As the term “carbon footprint” has become particularly in vogue in the past several years, customers, governments, and businesses around the world are devoting unprecedented attention to this topic. The carbon footprints of businesses, known more formally as their “corporate greenhouse gas inventories,” are a measure of the emissions generated through their day-to-day operations. A carbon footprint can include everything from burning natural gas onsite, to business travel, to the electricity consumption, which is a particular concern in Nova Scotia where non-renewable fossil fuels generate the vast majority of electricity in the province.

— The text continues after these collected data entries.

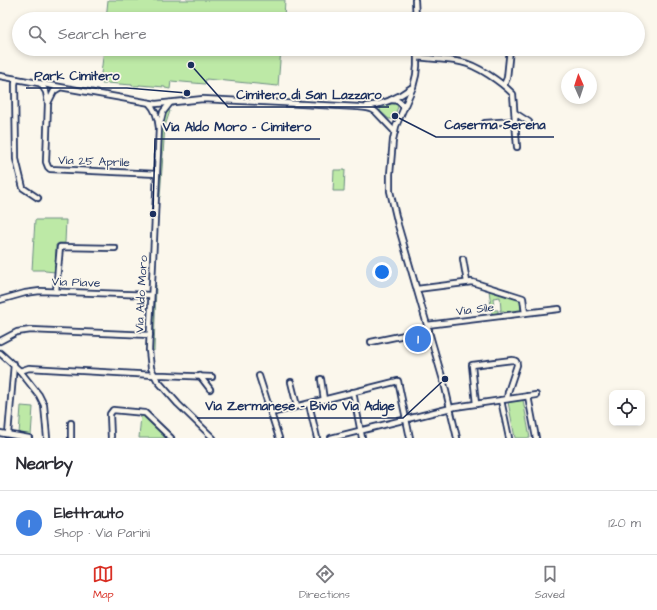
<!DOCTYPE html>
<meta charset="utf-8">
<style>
:root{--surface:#fff;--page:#f7f7f7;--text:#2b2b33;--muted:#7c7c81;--line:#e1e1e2;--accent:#d93025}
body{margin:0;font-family:"Architects Daughter",sans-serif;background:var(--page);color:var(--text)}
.controls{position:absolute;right:12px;bottom:12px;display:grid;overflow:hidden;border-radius:8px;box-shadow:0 2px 6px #0003}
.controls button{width:36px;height:36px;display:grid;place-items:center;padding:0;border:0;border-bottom:1px solid var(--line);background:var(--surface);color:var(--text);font:20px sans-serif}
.compass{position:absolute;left:561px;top:68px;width:36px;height:36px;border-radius:50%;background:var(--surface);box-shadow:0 2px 6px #0003;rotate:357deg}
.you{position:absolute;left:382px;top:272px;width:14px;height:14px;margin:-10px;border:3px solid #fff;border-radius:50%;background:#1a73e8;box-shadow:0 0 0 6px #1a73e833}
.badge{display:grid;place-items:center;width:26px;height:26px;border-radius:50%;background:var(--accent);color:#fff;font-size:13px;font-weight:700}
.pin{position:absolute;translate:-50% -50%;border:2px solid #fff;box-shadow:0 1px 4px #0006}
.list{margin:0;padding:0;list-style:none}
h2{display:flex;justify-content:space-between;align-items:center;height:52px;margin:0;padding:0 16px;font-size:17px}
h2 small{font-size:13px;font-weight:400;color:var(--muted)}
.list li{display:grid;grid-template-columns:26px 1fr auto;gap:12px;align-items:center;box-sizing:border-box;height:64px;padding:0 16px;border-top:1px solid var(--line)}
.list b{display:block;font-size:15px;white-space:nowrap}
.list p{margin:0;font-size:13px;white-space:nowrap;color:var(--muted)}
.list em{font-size:13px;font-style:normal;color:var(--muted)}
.icon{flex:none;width:22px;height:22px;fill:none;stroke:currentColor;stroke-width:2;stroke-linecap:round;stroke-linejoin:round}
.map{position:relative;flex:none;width:657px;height:438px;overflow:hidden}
.search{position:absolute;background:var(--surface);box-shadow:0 2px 6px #0003;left:12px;right:12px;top:12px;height:44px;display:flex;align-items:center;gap:10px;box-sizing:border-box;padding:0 14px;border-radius:22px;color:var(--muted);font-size:15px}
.sheet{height:116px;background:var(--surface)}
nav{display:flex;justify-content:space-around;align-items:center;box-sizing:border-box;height:56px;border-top:1px solid var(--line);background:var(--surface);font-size:11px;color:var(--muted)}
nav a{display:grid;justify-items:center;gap:2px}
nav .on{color:var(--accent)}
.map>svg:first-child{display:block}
</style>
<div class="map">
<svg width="657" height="438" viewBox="0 0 657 438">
<rect width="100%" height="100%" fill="#fbf7ec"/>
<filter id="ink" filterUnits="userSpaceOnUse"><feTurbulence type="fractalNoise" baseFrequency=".025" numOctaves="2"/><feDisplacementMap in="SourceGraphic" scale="8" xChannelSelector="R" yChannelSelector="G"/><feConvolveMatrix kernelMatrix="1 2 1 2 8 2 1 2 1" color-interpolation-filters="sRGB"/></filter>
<g filter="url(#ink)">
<g fill="#bde9a6" stroke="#6c8c82">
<polygon points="108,0 285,0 284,19 106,19"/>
<polygon points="104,49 281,49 278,86 206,79 205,84 171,81 170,89 165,88 165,87 139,85 139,86 132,86 132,85 106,83 106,84 102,84 102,82 100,82"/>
<polygon points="392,104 396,104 398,107 393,119 389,119 380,111 380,109 381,107"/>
<polygon points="167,109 170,111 165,126 160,197 158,197 161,127 162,119"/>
<polygon points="334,170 345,170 344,191 333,191"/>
<polygon points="35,220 66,220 65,243 59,243 56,245 55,272 45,271 44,270 32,270"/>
<polygon points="156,285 154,351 152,350 154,286"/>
<polygon points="489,290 519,299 520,301 521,310 505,312 504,311 500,311 500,310 501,310 500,297 493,298 494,310 498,310 498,313 492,314"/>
<polygon points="523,400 530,438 515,438 508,402"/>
<polygon points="21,406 33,407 31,436 19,434"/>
<polygon points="141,415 145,416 167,438 139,438"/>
</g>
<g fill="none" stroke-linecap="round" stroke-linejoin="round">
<g stroke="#1b2f5e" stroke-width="8">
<g id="minor">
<polyline points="415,0 416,19"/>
<polyline points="417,49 417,66 416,75 413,87 396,126 393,140 390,174 390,191 398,225 445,387 457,438"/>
<path d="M 417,57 C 432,59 447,59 461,62 C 477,65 501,82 513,94 L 517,147"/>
<path d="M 0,76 L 60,87 L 156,104 L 203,99 L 359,107 C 365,108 371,107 376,112 L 395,132"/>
<polyline points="16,79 15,84 16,159 23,188 38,198"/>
<polyline points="41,84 46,92 48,103 46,162 48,167 50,169 157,174"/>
<polyline points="504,85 507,78 510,49"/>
<path d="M 391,100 C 398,100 401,102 404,108"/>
<polyline points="48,103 54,91 59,88"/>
<path d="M 149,103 C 156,110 158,118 159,128 L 149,350 L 151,368 L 157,380 L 178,404 L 213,438"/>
<path d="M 367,106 C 383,105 399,97 411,88"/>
<polyline points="515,113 529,122"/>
<polyline points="485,123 515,121"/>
<polyline points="160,124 163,112 170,103"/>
<polyline points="463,259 467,282"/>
<polyline points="417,289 472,282 523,298 525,313 427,325"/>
<polyline points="56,291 60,247 115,248"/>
<polyline points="0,300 25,293 40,291 151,295"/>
<polyline points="525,313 559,309"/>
<polyline points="0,341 17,332 31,330 150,335"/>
<polyline points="371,342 429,330"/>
<polyline points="0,353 20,371 39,395 44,405 47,438"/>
<polyline points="20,371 29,368 154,375 164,375 212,377"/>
<polyline points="200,376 210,389"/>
<polyline points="259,376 279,438"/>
<polyline points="321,379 324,400"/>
<polyline points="291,382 297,406"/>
<polyline points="353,392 362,438"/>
<polyline points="528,396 536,438"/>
<polyline points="501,400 509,438"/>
<polyline points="309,404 317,438"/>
<path d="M 476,404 L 472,365 L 512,360 C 515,360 517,361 517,365 L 508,392 L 507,399"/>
<polyline points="271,413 398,381 410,438"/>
<polyline points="71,423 71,438"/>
<polyline points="0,433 29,438"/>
<polyline points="8,434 14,364"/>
<polyline points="111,438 110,414 113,410 145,413 171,438"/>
<polyline points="331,438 455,407 536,395"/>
</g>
</g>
<use href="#minor" stroke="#fbf7ec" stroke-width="4.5"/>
</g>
</g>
<g text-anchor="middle" stroke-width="3.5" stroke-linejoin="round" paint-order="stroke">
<g font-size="12" fill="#1b2f5e" stroke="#fbf7ec">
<text transform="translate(94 161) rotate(2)" y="4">Via 25 Aprile</text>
<text transform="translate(76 282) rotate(2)" y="4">Via Piave</text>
<text transform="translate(141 294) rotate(-87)" y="4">Via Aldo Moro</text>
<text transform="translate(475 309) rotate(-7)" y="4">Via Sile</text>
</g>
</g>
<path fill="none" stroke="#1b2f5e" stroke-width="1.5" d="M187 93L127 88H26M191 65L228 107H389M395 116L436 137H554M153 214L155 139H320M445 379L403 418H197"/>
<g fill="#1b2f5e" stroke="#fbf7ec" stroke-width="1.5">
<circle cx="187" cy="93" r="4"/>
<circle cx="191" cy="65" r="4"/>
<circle cx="395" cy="116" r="4"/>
<circle cx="153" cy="214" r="4"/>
<circle cx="445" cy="379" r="4"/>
</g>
<g font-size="13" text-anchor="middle" font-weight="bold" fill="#1b2f5e" stroke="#fbf7ec" stroke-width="3.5" stroke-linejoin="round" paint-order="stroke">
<text x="77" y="80">Park Cimitero</text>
<text x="309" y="99">Cimitero di San Lazzaro</text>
<text x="495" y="129">Caserma Serena</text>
<text x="237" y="131">Via Aldo Moro - Cimitero</text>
<text x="300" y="410">Via Zermanese - Bivio Via Adige</text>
</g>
</svg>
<div class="controls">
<button><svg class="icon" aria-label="locate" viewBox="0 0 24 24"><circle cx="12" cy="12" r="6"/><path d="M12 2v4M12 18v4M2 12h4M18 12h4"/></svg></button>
</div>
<svg class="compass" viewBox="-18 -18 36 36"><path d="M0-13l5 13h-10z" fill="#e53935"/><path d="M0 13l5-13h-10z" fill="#7c7c81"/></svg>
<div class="you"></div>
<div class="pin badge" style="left:418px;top:339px;background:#3f7fe0">1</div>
<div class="search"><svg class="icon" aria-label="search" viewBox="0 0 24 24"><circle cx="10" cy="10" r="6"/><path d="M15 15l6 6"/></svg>Search here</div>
</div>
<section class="sheet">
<h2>Nearby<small></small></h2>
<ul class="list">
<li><span class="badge" style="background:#3f7fe0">1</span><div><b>Elettrauto</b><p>Shop · Via Parini</p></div><em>120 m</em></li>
</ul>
</section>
<nav>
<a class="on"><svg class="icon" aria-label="map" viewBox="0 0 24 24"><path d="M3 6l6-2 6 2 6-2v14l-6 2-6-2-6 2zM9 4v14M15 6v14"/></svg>Map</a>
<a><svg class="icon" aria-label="directions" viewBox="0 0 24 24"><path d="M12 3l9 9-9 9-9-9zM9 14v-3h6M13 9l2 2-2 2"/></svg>Directions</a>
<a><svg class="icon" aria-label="saved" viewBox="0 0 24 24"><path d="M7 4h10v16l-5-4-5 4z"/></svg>Saved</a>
</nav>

The Eco-Efficiency Centre’s unique tool seeks to provide businesses with a helpful tool to determine their biggest sources of emissions, as these areas will offer the biggest and potentially most lucrative opportunities to improve operational efficiency. For example, for a business that finds that its greatest source of emissions is electricity generation, switching to more efficient lighting and encouraging employees to turn off unused office equipment can significantly reduce energy consumption, greenhouse gases, and energy costs. As the sources of emissions will vary between businesses, the Eco-Efficiency Centre will incorporate carbon footprinting support into all of its programs for SMEs in Nova Scotia. Through these tools and services, the Centre will develop industry and regional averages of the SME greenhouse gas emissions throughout Canada. Currently, there are many gaps in this knowledge, and the Centre hopes to that this data will ensure that climate change legislation, such as cap-and-trade schemes, are developed with SME data in mind. In addition, these databases will also help review greenhouse gas-reduction progress, such as those targets set out in Nova Scotia’s Environmental Goals and Sustainable Prosperity Act to reduce emissions in the province 10 percent below 1990 levels by 2020.
In support of the Sustainable Prosperity objectives to align economic and environmental performance, businesses throughout Atlantic Canada will soon be able to tap into expanded services from the Eco-Efficiency Centre, green technology innovations from the Faculty of Engineering, and the University’s corporate social responsibility expertise to develop customized sustainability strategies.